Of course, the image you start with has to fit on an 8 1/2" x 11" computer scanner. And the image I wanted to use was. ., bigger. And the way to fix that is to have a transparency made of it. -Sort of like a big slide. Only $58. 

Mind you, that's for a 4" x 5" slide, which is fine for a Comic book cover, but a bit small for a poster. I mean, you could use it, but do you really want to sacrifice the quality? Heck no! After all, it's only an extra $46 to get an 8" x 10" done, and hey, you're only doing it once! -Assuming, of course, the guys at the graphics lab shoot it right. Which, in my case, they didn't. 

We argued, and they won. So I laid out another $96 to have it re-shot, this time with the 'Shoot UNDER glass' option ticked off on the stupid instruction sheet. (I made an extra heavy check mark with the pencil which, to my huffish satisfaction, tore the paper a little). And now I was rushing, because this would take another day and I wanted the poster for a big out of town convention coming up on the weekend. So I left instructions to have the transparency rushed off to the poster makers as soon as it was ready. ($14 for shipping). 

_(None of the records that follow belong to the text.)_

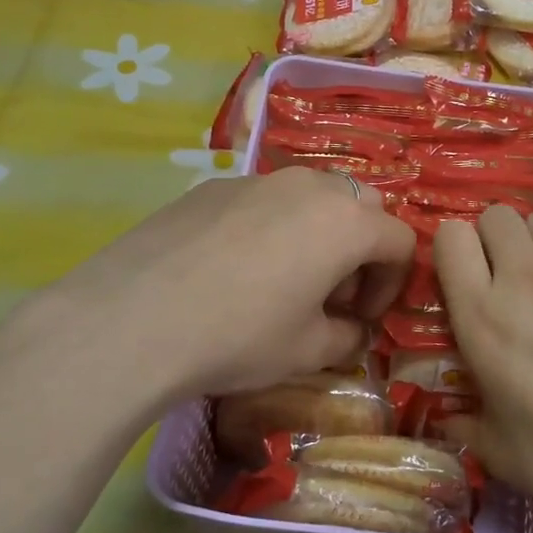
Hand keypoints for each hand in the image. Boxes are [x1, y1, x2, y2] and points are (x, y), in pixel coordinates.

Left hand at [49, 166, 414, 400]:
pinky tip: (231, 269)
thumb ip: (346, 338)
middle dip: (358, 249)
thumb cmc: (238, 336)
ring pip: (309, 195)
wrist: (133, 319)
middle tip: (329, 294)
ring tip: (282, 278)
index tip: (361, 317)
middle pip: (359, 206)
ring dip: (316, 232)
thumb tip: (350, 330)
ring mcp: (256, 180)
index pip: (399, 241)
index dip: (392, 283)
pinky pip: (261, 200)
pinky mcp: (211, 187)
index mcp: (346, 222)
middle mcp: (308, 187)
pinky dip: (269, 226)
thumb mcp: (307, 352)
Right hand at [434, 207, 532, 532]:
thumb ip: (462, 420)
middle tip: (507, 279)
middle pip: (497, 216)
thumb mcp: (497, 452)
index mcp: (482, 318)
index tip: (463, 278)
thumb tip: (445, 413)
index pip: (450, 238)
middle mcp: (525, 280)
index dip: (453, 251)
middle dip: (494, 241)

Then I booted over to my friend's wood shop where I meant to build something in which to display the poster when I got it. (When you go to conventions, you don't always have a wall behind you upon which to hang pictures). I figured I could build something out of a couple of broom handles for about $10. Unfortunately, on the day we'd arranged, my friend was called away and I arrived to find his wood shop locked up. He apologized afterwards and offered to rush build a poster stand for mc. I thanked him and he got to it.

Eight hours before I was due to leave for the convention, he showed up with the stand he'd built. It was a carpenter's work of art, and he was very proud of it. It used special bolts imported from Europe. I gave him $30 for the materials and I now owe him at least that much again for his effort.

Then the poster arrived just before I left, (what timing!), and despite the fact that the machine used to print it had been a $30,000 dollar piece of equipment, the poster people had used a cheep scanner and the result didn't look anywhere nearly as nice as I'd hoped. According to my research, it would cost another $125 to have a company with better equipment to re-do it to get it right. Altogether, that comes to $466 for a stupid poster. Before tax. 

Now, early on, the moral of this story I thought was pretty much self evident. But then at the big convention, a woman walked up and Confused me. she gazed at the picture for a long minute and then she asked me, a little sheepishly, if she could have it. she could afford it if it cost $25. 

I laughed and felt really good for the first time. Then I told her why.